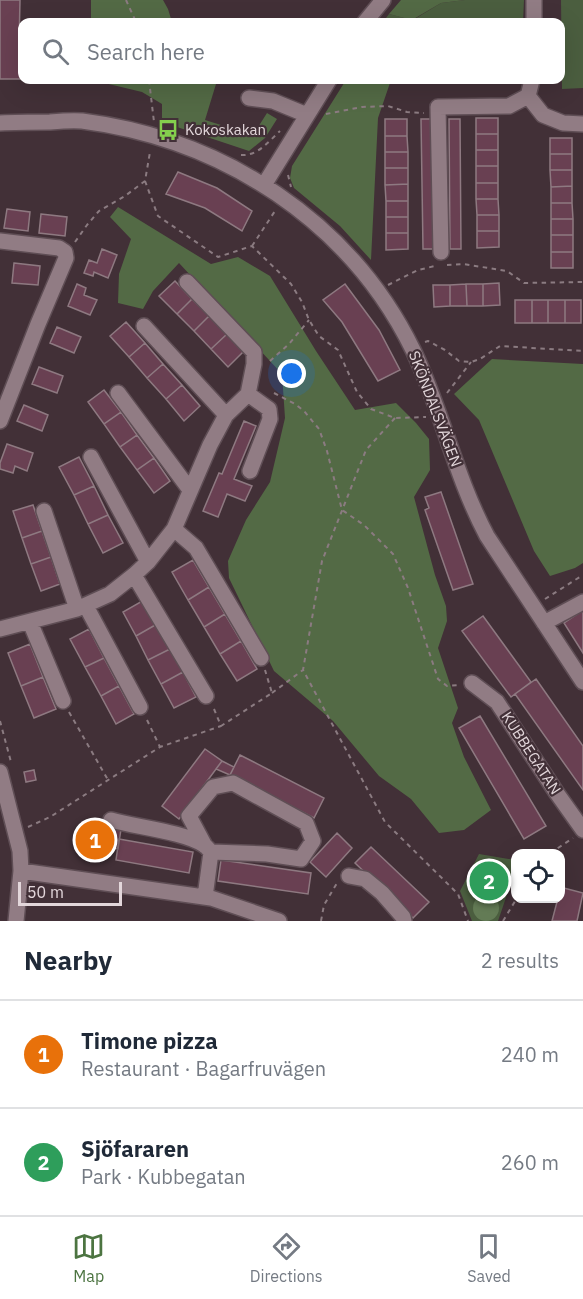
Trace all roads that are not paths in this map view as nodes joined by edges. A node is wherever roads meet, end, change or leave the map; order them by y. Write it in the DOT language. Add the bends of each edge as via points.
graph roads {
  1 [pos="382,0"];
  2 [pos="534,0"];
  3 [pos="368,18"];
  4 [pos="534,18"];
  5 [pos="327,84"];
  6 [pos="531,84"];
  7 [pos="528,96"];
  8 [pos="249,98"];
  9 [pos="309,114"];
  10 [pos="0,123"];
  11 [pos="583,124"];
  12 [pos="264,185"];
  13 [pos="0,241"];
  14 [pos="441,252"];
  15 [pos="187,282"];
  16 [pos="144,326"];
  17 [pos="118,393"];
  18 [pos="248,394"];
  19 [pos="226,415"];
  20 [pos="0,421"];
  21 [pos="90,457"];
  22 [pos="250,471"];
  23 [pos="190,490"];
  24 [pos="44,511"];
  25 [pos="174,529"];
  26 [pos="148,562"];
  27 [pos="134,575"];
  28 [pos="583,602"];
  29 [pos="81,608"];
  30 [pos="30,622"];
  31 [pos="544,623"];
  32 [pos="0,629"];
  33 [pos="261,658"];
  34 [pos="583,682"];
  35 [pos="472,683"];
  36 [pos="206,696"];
  37 [pos="63,701"];
  38 [pos="140,707"];
  39 [pos="1,777"];
  40 [pos="111,820"];
  41 [pos="579,833"];
  42 [pos="208,849"];
  43 [pos="21,871"];
  44 [pos="349,876"];
  45 [pos="205,897"];
  46 [pos="16,921"];
  47 [pos="279,921"];
  48 [pos="404,921"];
  1 -- 3 [label="street"];
  2 -- 4 [label="street"];
  5 -- 9 [label="street"];
  6 -- 7 [label="street"];
  7 -- 11 [label="street" via="543,115 563,123"];
  7 -- 14 [label="street" via="509,106 438,107"];
  8 -- 9 [label="street" via="273,101"];
  9 -- 12 [label="street"];
  10 -- 12 [label="street, SKÖNDALSVÄGEN" via="79,121 120,128 185,146"];
  12 -- 31 [label="street, SKÖNDALSVÄGEN" via="319,227 378,291 427,381 476,514"];
  13 -- 20 [label="street" via="59,248 66,258"];
  15 -- 18 [label="street" via="254,352"];
  16 -- 19 [label="street"];
  17 -- 23 [label="street"];
  18 -- 19 [label="street"];
  18 -- 22 [label="street" via="269,409 270,419"];
  19 -- 23 [label="street"];
  21 -- 26 [label="street"];
  23 -- 25 [label="street"];
  24 -- 29 [label="street"];
  25 -- 26 [label="street"];
  25 -- 33 [label="street" via="196,548"];
  26 -- 27 [label="street"];
  27 -- 29 [label="street" via="110,594"];
  27 -- 36 [label="street"];
  28 -- 31 [label="street"];
  29 -- 30 [label="street"];
  29 -- 38 [label="street"];
  30 -- 32 [label="street"];
  30 -- 37 [label="street"];
  31 -- 34 [label="street, SKÖNDALSVÄGEN"];
  35 -- 41 [label="street, KUBBEGATAN" via="497,702"];
  39 -- 43 [label="street" via="20,851"];
  40 -- 42 [label="street" via="191,839"];
  42 -- 42 [label="street" via="301,859 313,842 306,823 233,783 213,787 189,816"];
  42 -- 45 [label="street"];
  43 -- 45 [label="street"];
  43 -- 46 [label="street"];
  44 -- 48 [label="street" via="365,879"];
  45 -- 47 [label="street"];
}
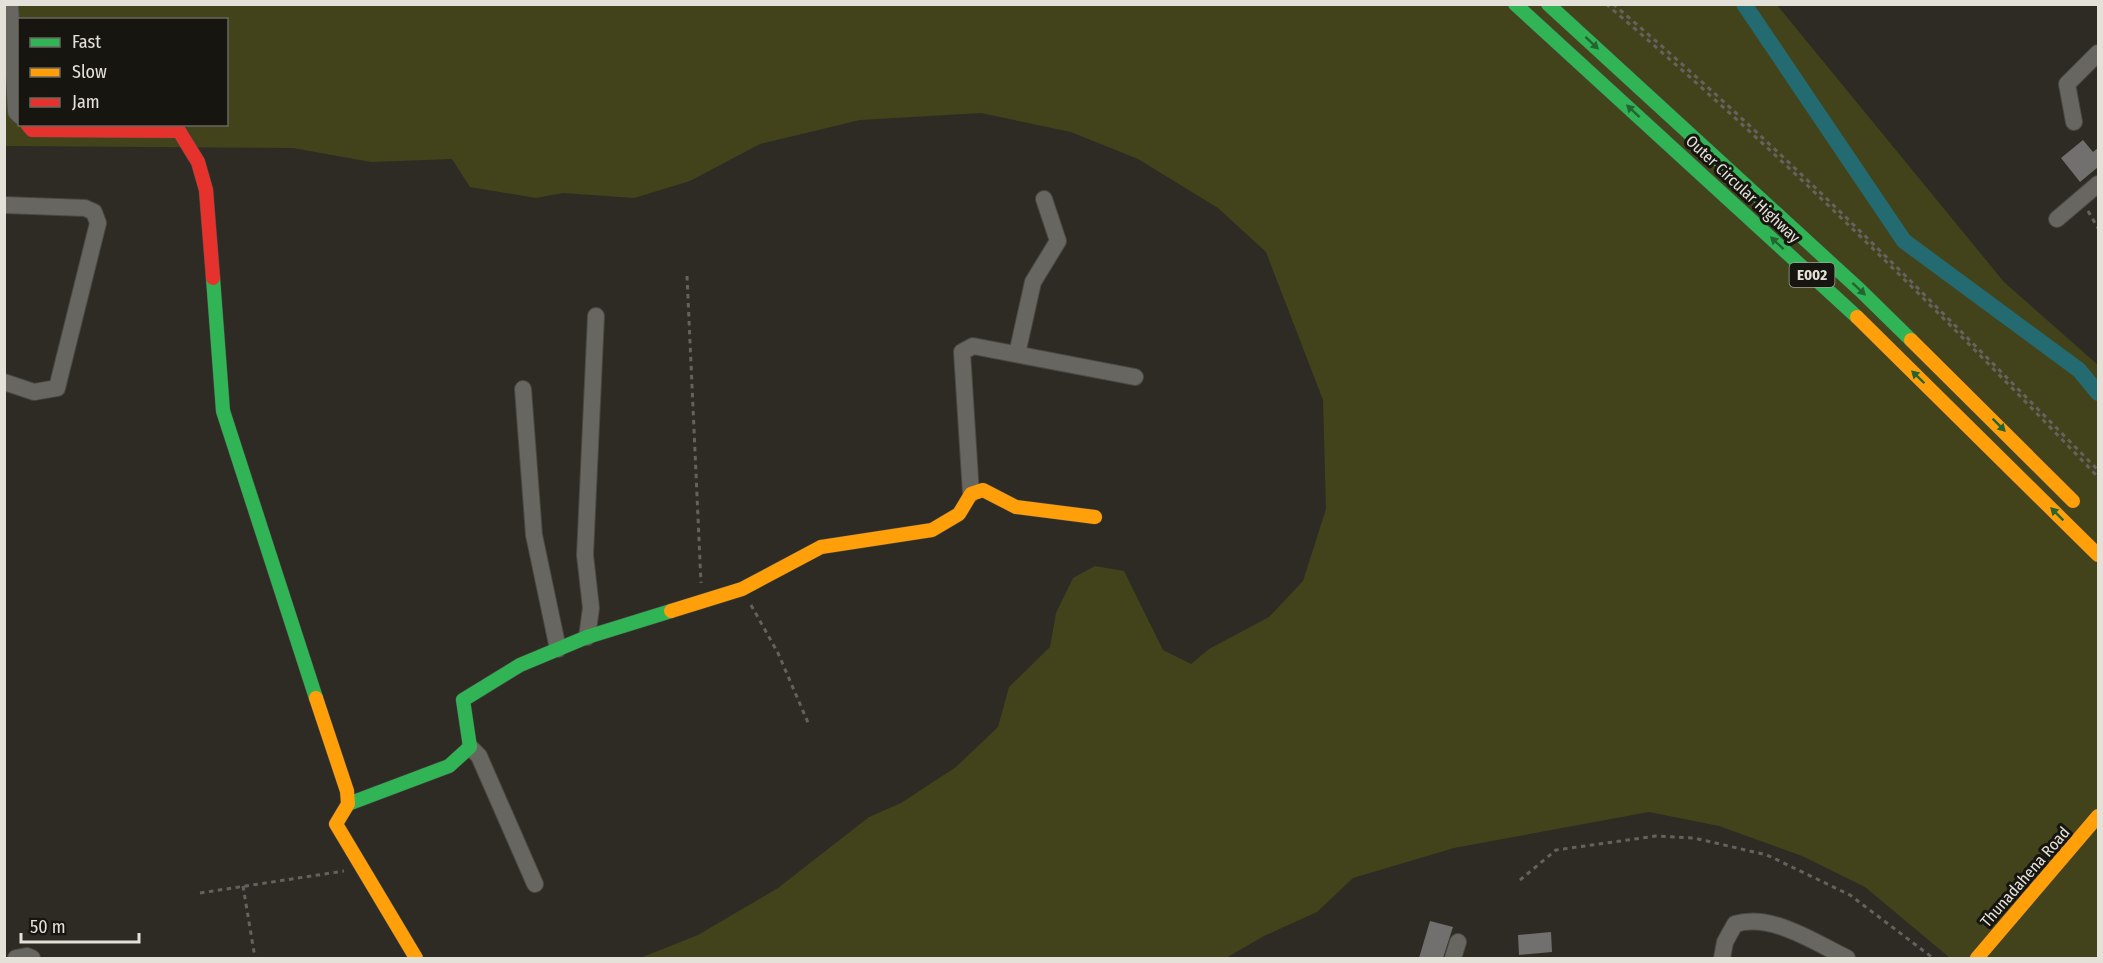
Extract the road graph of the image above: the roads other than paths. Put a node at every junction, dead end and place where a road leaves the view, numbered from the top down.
1 (10, 4) edge
2 (1515, 4) edge
3 (1548, 4) edge
4 (2098, 53) edge
5 (18, 114) edge
6 (2074, 122) dead end
7 (29, 126) edge
8 (2098, 184) edge
9 (1044, 199) dead end
10 (4, 205) edge
11 (2056, 219) dead end
12 (596, 316) dead end
13 (1017, 354) junction
14 (1135, 377) dead end
15 (4, 382) edge
16 (523, 389) dead end
17 (972, 494) junction
18 (2082, 509) dead end
19 (1095, 517) dead end
20 (2098, 555) edge
21 (587, 637) junction
22 (558, 649) junction
23 (470, 747) junction
24 (348, 804) junction
25 (2098, 816) edge
26 (535, 884) dead end
27 (1458, 942) dead end
28 (16, 958) edge
29 (32, 958) edge
30 (416, 958) edge
31 (1453, 958) edge
32 (1722, 958) edge
33 (1846, 958) edge
34 (1977, 958) edge

1 - 5 street
20 -> 2 main road, Outer Circular Highway / E002
3 -> 18 main road, Outer Circular Highway / E002
4 - 6 street
7 - 24 main road
8 - 11 street
9 - 13 street
10 - 15 street
12 - 21 street
13 - 14 street
13 - 17 street
16 - 22 street
17 - 19 main road
17 - 21 main road
21 - 22 main road
22 - 23 main road
23 - 24 main road
23 - 26 street
24 - 30 main road
25 - 34 main road, Thunadahena Road
27 - 31 street
28 - 29 street
32 - 33 street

══════════

# [WORK TO BE COMPLETED]
Give again only the lines starting at the one that contains "Extract the road" and running to the end of the data.

# [RESULT OF THE TASK]
Extract the road graph of the image above: the roads other than paths. Put a node at every junction, dead end and place where a road leaves the view, numbered from the top down.
1 (10, 4) edge
2 (1515, 4) edge
3 (1548, 4) edge
4 (2098, 53) edge
5 (18, 114) edge
6 (2074, 122) dead end
7 (29, 126) edge
8 (2098, 184) edge
9 (1044, 199) dead end
10 (4, 205) edge
11 (2056, 219) dead end
12 (596, 316) dead end
13 (1017, 354) junction
14 (1135, 377) dead end
15 (4, 382) edge
16 (523, 389) dead end
17 (972, 494) junction
18 (2082, 509) dead end
19 (1095, 517) dead end
20 (2098, 555) edge
21 (587, 637) junction
22 (558, 649) junction
23 (470, 747) junction
24 (348, 804) junction
25 (2098, 816) edge
26 (535, 884) dead end
27 (1458, 942) dead end
28 (16, 958) edge
29 (32, 958) edge
30 (416, 958) edge
31 (1453, 958) edge
32 (1722, 958) edge
33 (1846, 958) edge
34 (1977, 958) edge

1 - 5 street
20 -> 2 main road, Outer Circular Highway / E002
3 -> 18 main road, Outer Circular Highway / E002
4 - 6 street
7 - 24 main road
8 - 11 street
9 - 13 street
10 - 15 street
12 - 21 street
13 - 14 street
13 - 17 street
16 - 22 street
17 - 19 main road
17 - 21 main road
21 - 22 main road
22 - 23 main road
23 - 24 main road
23 - 26 street
24 - 30 main road
25 - 34 main road, Thunadahena Road
27 - 31 street
28 - 29 street
32 - 33 street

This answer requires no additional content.